[Collected data]
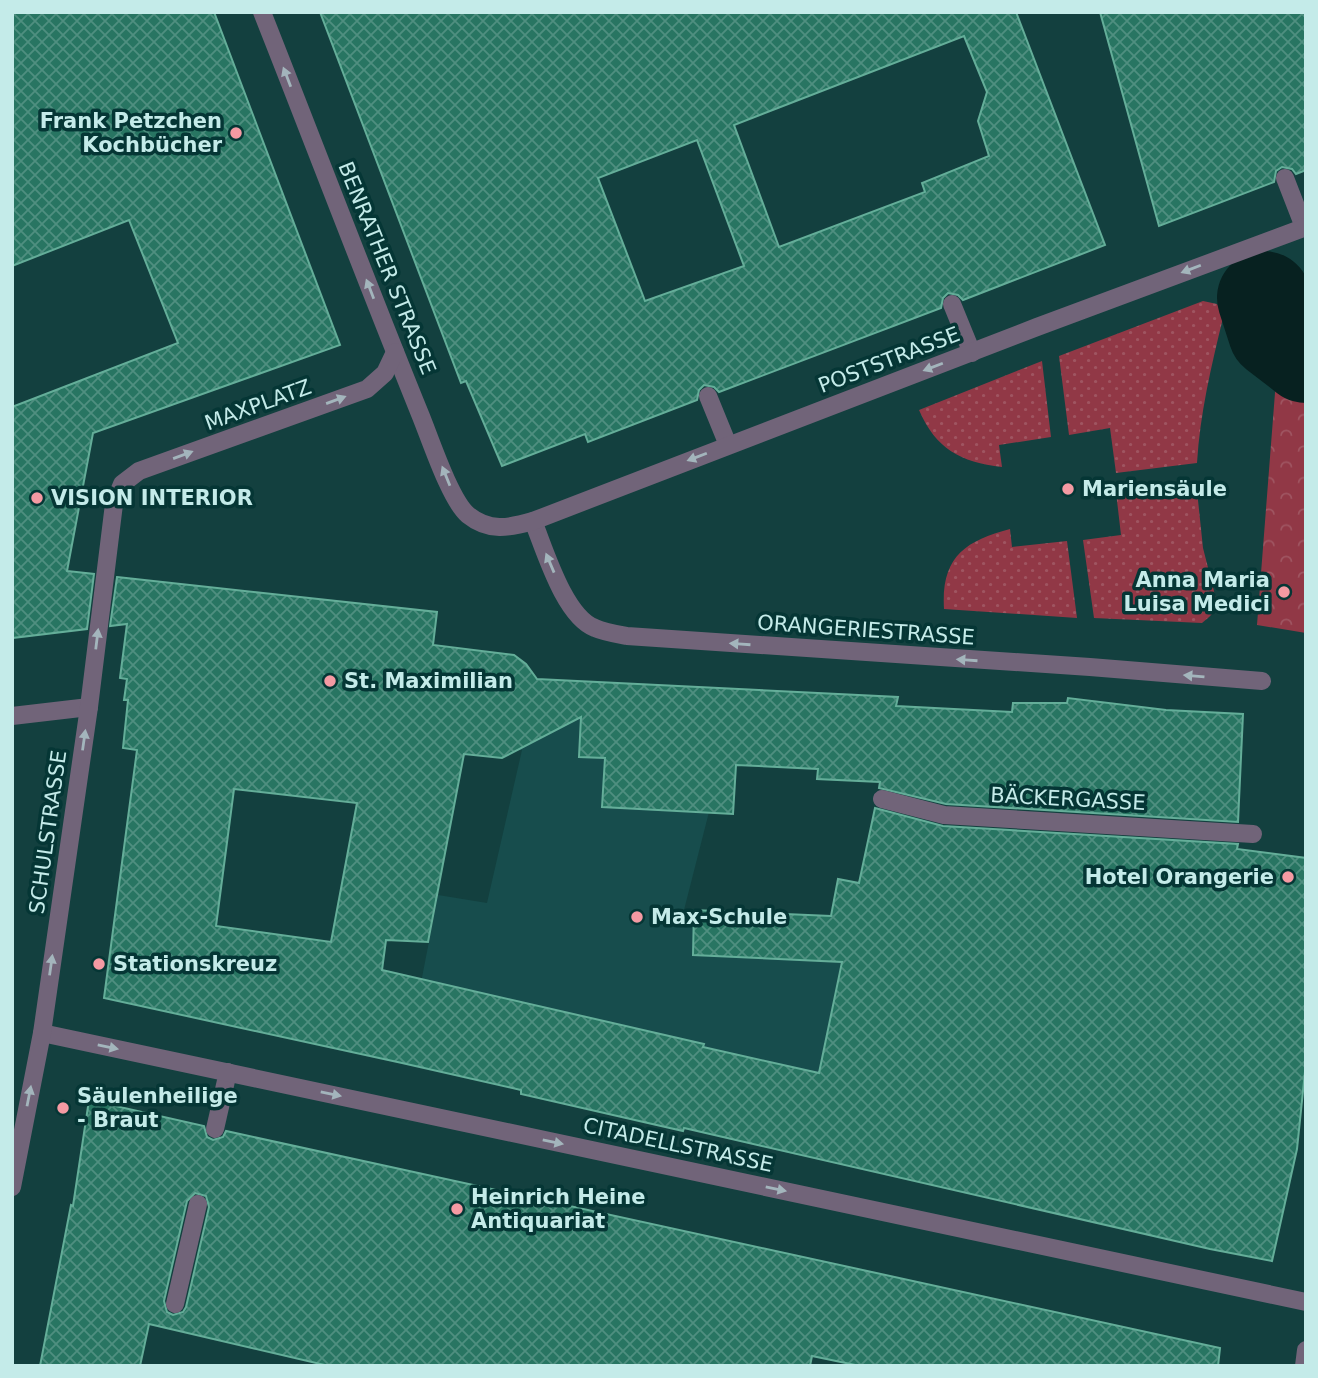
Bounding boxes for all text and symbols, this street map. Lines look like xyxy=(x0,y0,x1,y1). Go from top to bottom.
one-way arrow xyxy=(282,66,293,87)
place label: Frank Petzchen Kochbücher xyxy=(40,109,223,157)
marker: Frank Petzchen Kochbücher xyxy=(228,125,244,141)
street label: BENRATHER STRASSE xyxy=(333,158,441,378)
one-way arrow xyxy=(1181,263,1202,274)
one-way arrow xyxy=(365,278,376,299)
street label: POSTSTRASSE xyxy=(815,322,963,398)
one-way arrow xyxy=(923,362,944,373)
street label: MAXPLATZ xyxy=(201,375,315,435)
one-way arrow xyxy=(326,395,347,406)
one-way arrow xyxy=(172,450,193,461)
one-way arrow xyxy=(687,451,708,462)
one-way arrow xyxy=(440,465,451,486)
place label: Mariensäule xyxy=(1082,477,1227,501)
marker: Mariensäule xyxy=(1060,481,1076,497)
place label: VISION INTERIOR xyxy=(51,486,253,510)
marker: VISION INTERIOR xyxy=(29,490,45,506)
one-way arrow xyxy=(545,552,556,573)
place label: Anna Maria Luisa Medici xyxy=(1123,568,1270,616)
marker: Anna Maria Luisa Medici xyxy=(1276,584,1292,600)
street label: ORANGERIESTRASSE xyxy=(756,610,976,650)
one-way arrow xyxy=(92,628,103,650)
one-way arrow xyxy=(729,638,751,649)
one-way arrow xyxy=(956,654,978,665)
place label: St. Maximilian xyxy=(344,669,513,693)
one-way arrow xyxy=(1183,670,1205,681)
marker: St. Maximilian xyxy=(322,673,338,689)
one-way arrow xyxy=(79,729,90,751)
street label: SCHULSTRASSE xyxy=(25,749,71,915)
street label: BÄCKERGASSE xyxy=(990,782,1146,815)
place label: Hotel Orangerie xyxy=(1085,865,1274,889)
marker: Hotel Orangerie xyxy=(1280,869,1296,885)
place label: Max-Schule xyxy=(651,905,787,929)
marker: Max-Schule xyxy=(629,909,645,925)
place label: Stationskreuz xyxy=(113,952,277,976)
one-way arrow xyxy=(46,954,57,976)
marker: Stationskreuz xyxy=(91,956,107,972)
one-way arrow xyxy=(97,1041,119,1052)
place label: Säulenheilige - Braut xyxy=(77,1084,238,1132)
one-way arrow xyxy=(24,1085,35,1107)
one-way arrow xyxy=(320,1089,342,1100)
marker: Säulenheilige - Braut xyxy=(55,1100,71,1116)
street label: CITADELLSTRASSE xyxy=(581,1113,775,1177)
one-way arrow xyxy=(542,1136,564,1147)
one-way arrow xyxy=(765,1184,787,1195)
place label: Heinrich Heine Antiquariat xyxy=(471,1185,645,1233)
marker: Heinrich Heine Antiquariat xyxy=(449,1201,465,1217)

- [TASK DESCRIPTION]: From the records above, pull every line that carries the word "Maria".

- [OUTPUT OF THE EXERCISE]:
place label: Anna Maria Luisa Medici xyxy=(1123,568,1270,616)
marker: Anna Maria Luisa Medici xyxy=(1276,584,1292,600)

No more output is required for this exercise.